Любопытно, что националисты, на словах критикующие этнократию власти в национальных республиках — субъектах РФ, на деле предлагают как раз этнократию и трайбализм. Националистические «эксперты» и разномастные «представители русского народа» — частые гости на съездах диаспор и национально-культурных автономий, посвященных вопросам «этнической политики» и межнациональных отношений. На этих съездах «защитники русского народа» выступают за введение этнической иерархии в масштабах Российской Федерации, призывая дать русским статус государствообразующего этноса.
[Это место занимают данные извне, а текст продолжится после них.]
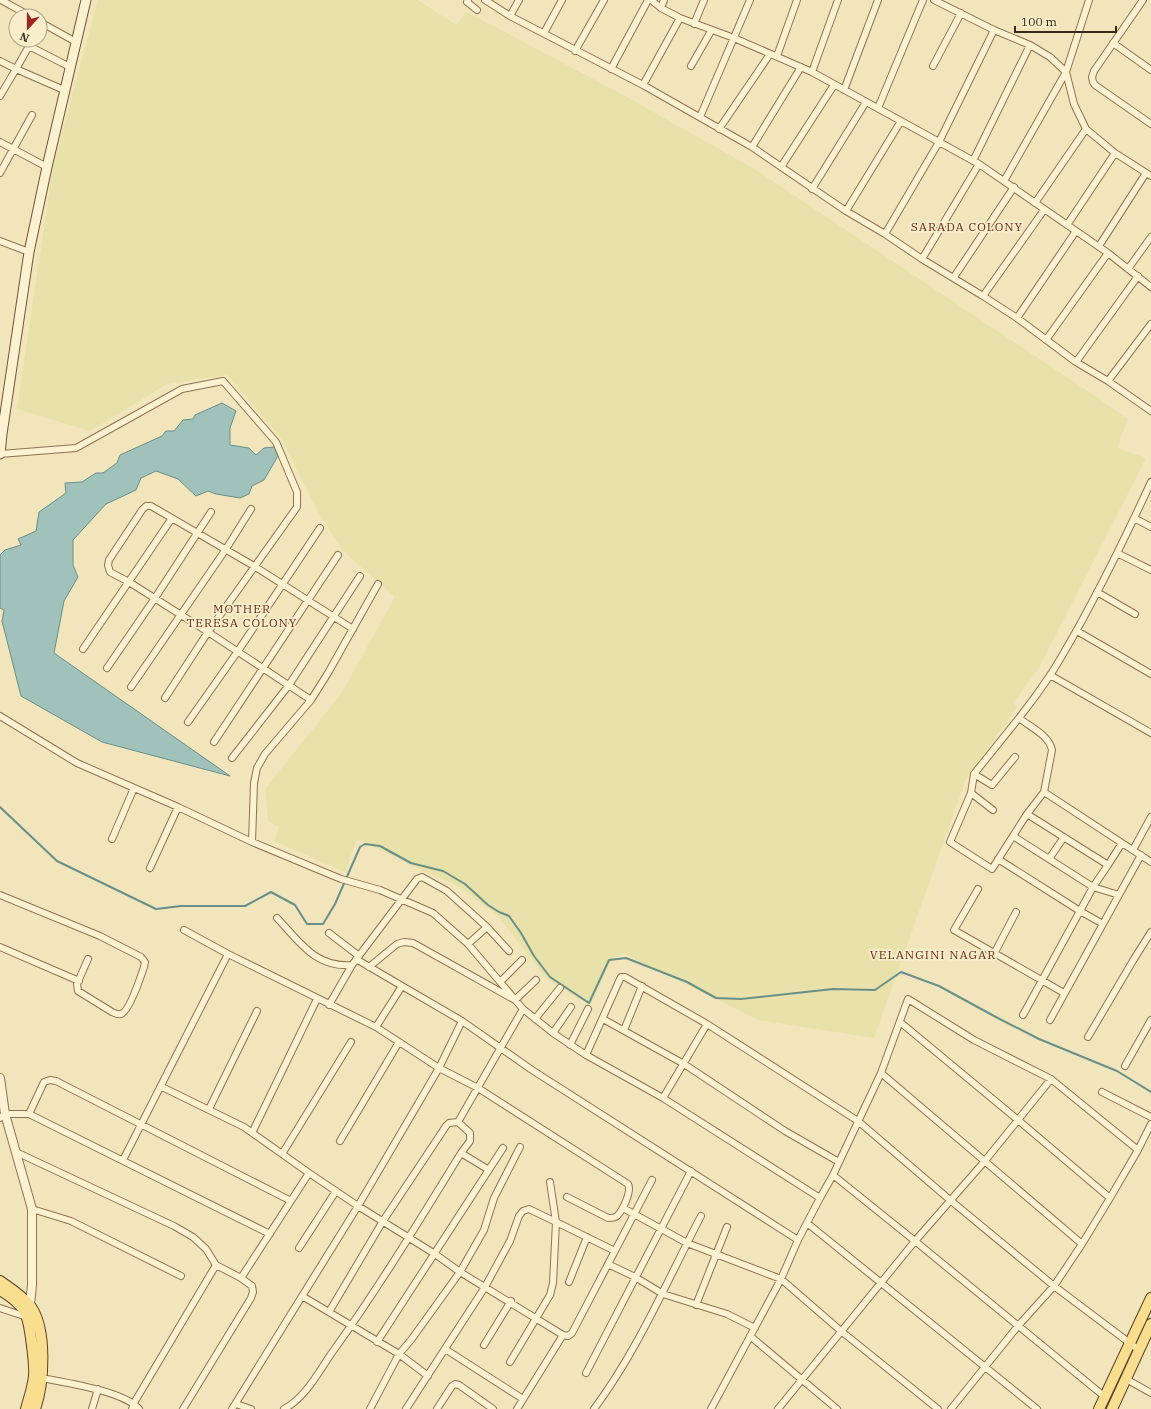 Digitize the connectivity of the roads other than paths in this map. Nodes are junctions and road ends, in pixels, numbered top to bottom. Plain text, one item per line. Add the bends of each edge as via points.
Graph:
1 (1, 0) edge
2 (86, 0) edge
3 (485, 0) edge
4 (519, 0) edge
5 (562, 0) edge
6 (604, 0) edge
7 (648, 0) edge
8 (651, 0) edge
9 (664, 0) edge
10 (704, 0) edge
11 (750, 0) edge
12 (798, 0) edge
13 (838, 0) edge
14 (878, 0) edge
15 (923, 0) edge
16 (934, 0) edge
17 (1089, 0) edge
18 (1143, 0) edge
19 (466, 1) edge
20 (16, 8) edge
21 (661, 8) junction
22 (477, 10) dead end
23 (961, 13) junction
24 (510, 16) junction
25 (680, 18) junction
26 (694, 24) junction
27 (48, 26) edge
28 (994, 30) junction
29 (711, 31) junction
30 (544, 33) junction
31 (734, 38) junction
32 (76, 42) junction
33 (1113, 43) junction
34 (1030, 45) junction
35 (575, 50) junction
36 (770, 54) junction
37 (777, 56) junction
38 (0, 61) edge
39 (691, 66) dead end
40 (933, 66) dead end
41 (801, 67) junction
42 (70, 68) junction
43 (16, 69) junction
44 (611, 69) junction
45 (1151, 70) edge
46 (812, 72) junction
47 (1066, 72) junction
48 (643, 85) junction
49 (834, 85) junction
50 (64, 90) junction
51 (844, 90) junction
52 (0, 96) edge
53 (866, 102) junction
54 (878, 108) junction
55 (32, 116) dead end
56 (700, 117) junction
57 (901, 121) junction
58 (1151, 124) edge
59 (719, 129) junction
60 (1086, 129) junction
61 (0, 142) edge
62 (939, 142) junction
63 (752, 147) junction
64 (13, 149) junction
65 (1116, 153) junction
66 (973, 161) junction
67 (979, 164) junction
68 (47, 166) junction
69 (781, 167) junction
70 (0, 173) edge
71 (1148, 174) edge
72 (1004, 180) junction
73 (1014, 187) junction
74 (812, 189) junction
75 (1035, 203) junction
76 (1044, 210) junction
77 (846, 211) junction
78 (1067, 226) junction
79 (1076, 231) junction
80 (885, 234) junction
81 (1151, 237) edge
82 (0, 241) edge
83 (1098, 246) junction
84 (29, 252) junction
85 (1108, 253) junction
86 (922, 259) junction
87 (1128, 269) junction
88 (1138, 276) junction
89 (954, 277) junction
90 (1151, 287) edge
91 (984, 296) junction
92 (1017, 318) junction
93 (1151, 324) edge
94 (1046, 340) junction
95 (1076, 362) junction
96 (1108, 381) junction
97 (1150, 410) edge
98 (1, 434) edge
99 (0, 454) edge
100 (1150, 485) edge
101 (251, 509) dead end
102 (211, 512) dead end
103 (172, 518) junction
104 (1134, 518) junction
105 (1151, 527) edge
106 (320, 528) dead end
107 (198, 533) junction
108 (226, 549) junction
109 (1117, 553) junction
110 (338, 555) dead end
111 (254, 566) junction
112 (1151, 570) edge
113 (360, 576) dead end
114 (128, 582) junction
115 (282, 584) junction
116 (378, 584) dead end
117 (1097, 592) junction
118 (155, 598) junction
119 (308, 601) junction
120 (1135, 614) dead end
121 (180, 615) junction
122 (333, 617) junction
123 (353, 629) junction
124 (1077, 631) junction
125 (208, 632) junction
126 (83, 649) dead end
127 (238, 651) junction
128 (107, 668) dead end
129 (263, 668) junction
130 (1151, 674) edge
131 (1050, 675) junction
132 (289, 685) junction
133 (131, 687) dead end
134 (165, 698) dead end
135 (311, 700) junction
136 (0, 716) edge
137 (1019, 718) junction
138 (188, 722) dead end
139 (1151, 733) edge
140 (214, 742) dead end
141 (1015, 757) dead end
142 (232, 758) dead end
143 (974, 774) junction
144 (134, 788) junction
145 (1044, 792) junction
146 (970, 793) junction
147 (178, 807) junction
148 (993, 810) dead end
149 (1027, 814) junction
150 (1151, 817) edge
151 (1013, 836) junction
152 (1064, 837) junction
153 (112, 838) dead end
154 (252, 842) junction
155 (1122, 843) junction
156 (1133, 850) junction
157 (1141, 855) junction
158 (998, 859) junction
159 (1049, 859) junction
160 (1151, 862) edge
161 (1108, 865) junction
162 (150, 868) dead end
163 (1093, 887) junction
164 (978, 888) dead end
165 (0, 895) edge
166 (1119, 895) junction
167 (402, 899) junction
168 (1016, 912) dead end
169 (1080, 912) junction
170 (277, 918) dead end
171 (1102, 924) junction
172 (487, 927) junction
173 (184, 930) dead end
174 (1151, 932) edge
175 (329, 933) dead end
176 (468, 944) junction
177 (0, 947) edge
178 (509, 951) dead end
179 (228, 954) junction
180 (994, 954) junction
181 (357, 958) junction
182 (88, 959) dead end
183 (522, 960) dead end
184 (352, 965) junction
185 (369, 967) junction
186 (536, 980) dead end
187 (1042, 980) junction
188 (79, 981) junction
189 (500, 982) junction
190 (402, 986) junction
191 (642, 986) junction
192 (560, 988) dead end
193 (1064, 993) junction
194 (317, 999) junction
195 (515, 1000) junction
196 (329, 1005) junction
197 (571, 1007) dead end
198 (523, 1009) junction
199 (588, 1009) dead end
200 (257, 1011) dead end
201 (1023, 1015) dead end
202 (535, 1019) junction
203 (603, 1019) junction
204 (1050, 1020) dead end
205 (1151, 1020) edge
206 (462, 1021) junction
207 (900, 1022) junction
208 (707, 1024) junction
209 (376, 1026) junction
210 (624, 1030) junction
211 (553, 1033) junction
212 (1088, 1037) dead end
213 (351, 1042) dead end
214 (399, 1042) junction
215 (570, 1045) junction
216 (501, 1048) junction
217 (586, 1055) junction
218 (684, 1064) junction
219 (1125, 1066) dead end
220 (439, 1068) junction
221 (880, 1073) junction
222 (0, 1078) edge
223 (1051, 1079) junction
224 (162, 1087) junction
225 (478, 1088) junction
226 (1102, 1092) dead end
227 (663, 1098) junction
228 (209, 1110) junction
229 (28, 1114) junction
230 (3, 1116) edge
231 (1151, 1117) edge
232 (1018, 1120) junction
233 (858, 1121) junction
234 (458, 1122) junction
235 (142, 1124) junction
236 (1151, 1124) edge
237 (252, 1132) junction
238 (340, 1141) dead end
239 (520, 1147) dead end
240 (503, 1148) dead end
241 (1138, 1150) junction
242 (16, 1152) junction
243 (461, 1153) junction
244 (282, 1154) junction
245 (123, 1160) junction
246 (839, 1162) junction
247 (984, 1162) junction
248 (489, 1170) junction
249 (690, 1171) junction
250 (309, 1174) junction
251 (833, 1175) junction
252 (652, 1180) dead end
253 (550, 1182) dead end
254 (336, 1191) junction
255 (568, 1197) dead end
256 (820, 1198) junction
257 (1110, 1198) junction
258 (950, 1200) junction
259 (291, 1201) junction
260 (358, 1206) junction
261 (622, 1208) junction
262 (32, 1209) junction
263 (634, 1215) junction
264 (701, 1216) dead end
265 (383, 1221) junction
266 (556, 1222) junction
267 (807, 1223) junction
268 (726, 1227) dead end
269 (661, 1228) junction
270 (270, 1234) junction
271 (586, 1237) junction
272 (408, 1238) junction
273 (798, 1240) junction
274 (915, 1241) junction
275 (687, 1243) junction
276 (1082, 1244) junction
277 (299, 1248) dead end
278 (615, 1251) junction
279 (435, 1254) junction
280 (715, 1254) junction
281 (608, 1264) junction
282 (216, 1265) junction
283 (460, 1272) junction
284 (181, 1276) dead end
285 (241, 1278) junction
286 (635, 1278) junction
287 (780, 1279) junction
288 (0, 1281) edge
289 (569, 1282) dead end
290 (882, 1282) junction
291 (1054, 1286) junction
292 (485, 1287) junction
293 (0, 1290) edge
294 (663, 1294) junction
295 (302, 1296) junction
296 (1151, 1298) edge
297 (511, 1301) junction
298 (696, 1305) junction
299 (0, 1308) edge
300 (27, 1312) junction
301 (330, 1312) junction
302 (536, 1318) junction
303 (1151, 1324) edge
304 (352, 1325) junction
305 (1018, 1326) junction
306 (755, 1328) junction
307 (841, 1331) junction
308 (563, 1335) junction
309 (750, 1336) junction
310 (377, 1342) junction
311 (1130, 1343) junction
312 (484, 1345) dead end
313 (445, 1348) junction
314 (1139, 1350) junction
315 (399, 1354) junction
316 (510, 1362) dead end
317 (986, 1367) junction
318 (586, 1373) dead end
319 (428, 1376) junction
320 (42, 1378) junction
321 (803, 1380) junction
322 (1126, 1380) junction
323 (98, 1389) junction
324 (1151, 1393) edge
325 (1105, 1397) junction
326 (523, 1399) junction
327 (133, 1406) edge
328 (234, 1406) edge
329 (520, 1408) edge
330 (835, 1408) edge
331 (26, 1409) edge
332 (35, 1409) edge
333 (92, 1409) edge
334 (140, 1409) edge
335 (183, 1409) edge
336 (251, 1409) edge
337 (284, 1409) edge
338 (370, 1409) edge
339 (406, 1409) edge
340 (437, 1409) edge
341 (493, 1409) edge
342 (594, 1409) edge
343 (711, 1409) edge
344 (778, 1409) edge
345 (938, 1409) edge
346 (951, 1409) edge
347 (1037, 1409) edge
348 (1100, 1409) edge
349 (1112, 1409) edge

1 - 20 street
2 - 32 main road
3 - 24 street
4 - 24 street
5 - 30 street
6 - 35 street
7 - 44 street
8 - 21 street
9 - 21 street
10 - 26 street
11 - 31 street
12 - 37 street
13 - 46 street
14 - 51 street
15 - 54 street
16 - 23 street
17 - 47 street
18 - 33 street
19 - 22 street
21 - 25 street
23 - 28 street
23 - 40 street
24 - 30 street
25 - 26 street
25 - 48 street
26 - 29 street
27 - 32 street
28 - 34 street
28 - 62 street
29 - 31 street
29 - 39 street
30 - 35 street
31 - 36 street
31 - 56 street
32 - 42 main road
33 - 45 street
33 - 58 street via 1094,71 1093,82
34 - 47 street via 1050,56
34 - 66 street
35 - 44 street
36 - 37 street
36 - 59 street
37 - 41 street
38 - 43 street
41 - 46 street
41 - 63 street
42 - 43 street via 29,46
42 - 50 main road
43 - 50 street
43 - 52 street
44 - 48 street
46 - 49 street
47 - 60 street via 1074,104
47 - 72 street
48 - 56 street
49 - 51 street
49 - 69 street
50 - 68 main road
51 - 53 street
53 - 54 street
53 - 74 street
54 - 57 street
55 - 64 street
56 - 59 street
57 - 62 street
57 - 77 street
59 - 63 street
60 - 65 street
60 - 75 street
61 - 64 street
62 - 66 street
62 - 80 street
63 - 69 street
64 - 68 street
64 - 70 street
65 - 71 street
65 - 78 street
66 - 67 street
67 - 72 street
67 - 86 street
68 - 84 main road
69 - 74 street
71 - 83 street
72 - 73 street
73 - 75 street
73 - 89 street
74 - 77 street
75 - 76 street
76 - 78 street
76 - 91 street
77 - 80 street
78 - 79 street
79 - 83 street
79 - 92 street
80 - 86 street
81 - 87 street
82 - 84 street
83 - 85 street
84 - 98 main road
85 - 87 street
85 - 94 street
86 - 89 street
87 - 88 street
88 - 90 street
88 - 95 street
89 - 91 street
91 - 92 street
92 - 94 street
93 - 96 street
94 - 95 street
95 - 96 street
96 - 97 street
98 - 99 main road
99 - 111 street via 76,448 182,389 223,381 276,442 297,492 297,507
100 - 104 street
101 - 108 street
102 - 107 street
103 - 107 street
103 - 114 street
103 - 114 street via 151,506 146,506 142,510 108,565 110,572
104 - 105 street
104 - 109 street
106 - 115 street
107 - 108 street
107 - 118 street
108 - 111 street
108 - 121 street
109 - 112 street
109 - 117 street
110 - 119 street
111 - 115 street
111 - 125 street
113 - 122 street
114 - 118 street
114 - 126 street
115 - 119 street
115 - 127 street
116 - 123 street
117 - 120 street
117 - 124 street
118 - 121 street
118 - 128 street
119 - 122 street
119 - 129 street
121 - 125 street
121 - 133 street
122 - 123 street
122 - 132 street
123 - 135 street
124 - 130 street
124 - 131 street
125 - 127 street
125 - 134 street
127 - 129 street
127 - 138 street
129 - 132 street
129 - 140 street
131 - 137 street
131 - 139 street
132 - 135 street
132 - 142 street
135 - 154 street via 265,754 257,768
136 - 144 street via 77,763
137 - 143 street
137 - 145 street via 1051,744
141 - 143 street via 992,785
143 - 146 street
144 - 147 street
144 - 153 street
145 - 149 street
145 - 155 street
146 - 148 street
146 - 158 street via 950,842 992,869
147 - 154 street
147 - 162 street
149 - 151 street
149 - 152 street
150 - 156 street
151 - 158 street
151 - 159 street
152 - 159 street
152 - 161 street
154 - 167 street via 341,879
155 - 156 street
155 - 161 street
156 - 157 street
157 - 160 street
157 - 166 street
158 - 169 street
159 - 163 street
161 - 163 street
163 - 166 street
163 - 169 street
164 - 180 street via 954,930
165 - 188 street via 100,936 141,957 145,962 129,1004 122,1014 117,1015 80,993 77,988
166 - 171 street
167 - 172 street via 417,878 422,877 447,891
167 - 176 street via 433,913
167 - 181 street
168 - 180 street
169 - 171 street
169 - 187 street
170 - 184 street via 318,958 332,965
171 - 193 street
172 - 176 street
172 - 178 street
173 - 179 street
174 - 212 street
175 - 181 street
176 - 189 street
177 - 188 street
179 - 194 street
179 - 224 street
180 - 187 street
181 - 184 street
181 - 185 street
182 - 188 street
183 - 189 street
184 - 196 street
185 - 190 street
185 - 195 street via 397,944 413,943
186 - 195 street
187 - 193 street
187 - 201 street
189 - 195 street
190 - 206 street
190 - 209 street
191 - 203 street via 622,977
191 - 208 street
191 - 210 street
192 - 202 street
193 - 204 street
194 - 196 street
194 - 237 street
195 - 198 street
196 - 209 street
197 - 211 street
198 - 202 street
198 - 216 street
199 - 215 street
200 - 228 street
202 - 211 street
203 - 210 street
203 - 217 street
205 - 219 street
206 - 216 street
206 - 220 street
207 - 221 street
207 - 223 street via 908,999 974,1040
207 - 232 street
208 - 218 street
208 - 233 street
209 - 214 street
210 - 218 street
211 - 215 street
213 - 244 street
214 - 220 street
214 - 238 street
215 - 217 street
216 - 225 street
216 - 249 street
217 - 227 street
218 - 227 street
218 - 246 street via 785,1131
220 - 225 street
220 - 260 street
221 - 233 street
221 - 247 street
222 - 230 street
223 - 232 street
223 - 241 street
224 - 228 street
224 - 235 street
225 - 234 street
225 - 261 street via 628,1184 629,1193
226 - 231 street
227 - 256 street
228 - 237 street
229 - 230 street
229 - 235 street via 44,1082 50,1080
229 - 245 street
230 - 242 street
232 - 247 street
232 - 257 street
233 - 246 street
233 - 258 street
234 - 243 street via 470,1133 471,1138
234 - 265 street via 448,1123
235 - 245 street
235 - 259 street
236 - 241 street
237 - 244 street
239 - 283 street via 494,1198 484,1230
240 - 248 street
241 - 257 street
242 - 262 street
242 - 282 street via 174,1226 193,1237 206,1249
243 - 248 street
243 - 272 street
244 - 250 street
245 - 270 street
246 - 251 street
247 - 258 street
247 - 276 street
248 - 279 street
249 - 269 street
249 - 273 street
250 - 254 street
250 - 259 street
251 - 256 street
251 - 274 street
252 - 263 street
253 - 266 street
254 - 260 street
254 - 277 street
255 - 261 street via 608,1218 618,1216
256 - 267 street
257 - 276 street
258 - 274 street
258 - 291 street
259 - 270 street
260 - 265 street
260 - 295 street
261 - 263 street
262 - 284 street via 71,1221
262 - 300 street via 32,1285
263 - 269 street
263 - 278 street
264 - 275 street
265 - 272 street
265 - 301 street
266 - 271 street
266 - 292 street via 532,1209 523,1211
266 - 302 street via 553,1289
267 - 273 street
267 - 290 street
268 - 280 street
269 - 275 street
269 - 286 street
270 - 285 street
271 - 278 street
271 - 289 street
272 - 279 street
272 - 304 street
273 - 287 street
274 - 290 street
274 - 305 street
275 - 280 street
275 - 294 street
276 - 291 street
278 - 281 street
279 - 283 street
279 - 310 street
280 - 287 street
280 - 298 street
281 - 286 street
281 - 308 street via 572,1333 568,1336
282 - 285 street
282 - 327 street
283 - 292 street
283 - 315 street
285 - 335 street via 252,1286 251,1298
286 - 294 street
286 - 318 street
287 - 306 street
287 - 307 street
288 - 300 main road via 15,1291
290 - 307 street
290 - 317 street
291 - 305 street
291 - 311 street
292 - 297 street
292 - 313 street
293 - 300 main road
294 - 298 street
294 - 342 street via 609,1389
295 - 301 street
295 - 328 street
296 - 311 main road
297 - 302 street
297 - 312 street
298 - 306 street via 727,1314
299 - 300 street
300 - 320 main road via 37,1317
300 - 331 main road via 34,1374
301 - 304 street
302 - 308 street
302 - 316 street
303 - 314 main road
304 - 310 street
304 - 337 street via 307,1389 292,1405
305 - 317 street
305 - 325 street
306 - 309 street
307 - 321 street
307 - 345 street
308 - 326 street
309 - 321 street
309 - 343 street
310 - 315 street
311 - 314 street
311 - 325 main road
313 - 319 street
313 - 326 street
314 - 322 main road
315 - 319 street
315 - 338 street
317 - 346 street
317 - 347 street
319 - 339 street
320 - 323 street
320 - 332 main road
321 - 330 street
321 - 344 street
322 - 324 street
322 - 349 main road
323 - 327 street
323 - 333 street
325 - 348 main road
326 - 329 street
327 - 334 street
328 - 336 street
340 - 341 street via 455,1384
Именно опираясь на такой статус русского большинства, националисты планируют прочно осесть во власти в качестве «выразителей интересов русского народа» — читай, самих себя — и паразитировать на присвоенном себе высоком статусе. Например, националиста Д.Демушкина в его требовании предоставить русским статус титульной нации поддержали парламентарии Чеченской республики. В борьбе с мнимой дискриминацией русского народа его самозваные «представители» — националисты — предлагают возвести в принцип сегрегацию и дискриминацию граждан по этническому признаку.
Пропаганда «русского вопроса» — всего лишь способ навязать большинству населения России роль этнической жертвы, комплекс неполноценности и ущербное самосознание. Разжигая межэтническую вражду, националисты пытаются влезть во власть под лозунгом «защиты русского народа», и если им это удастся, комплекс обиженного народа, нуждающегося в защитниках, сработает против нас же самих: из воображаемой жертвы мифических врагов русский народ может превратится в реальную жертву нацистской диктатуры.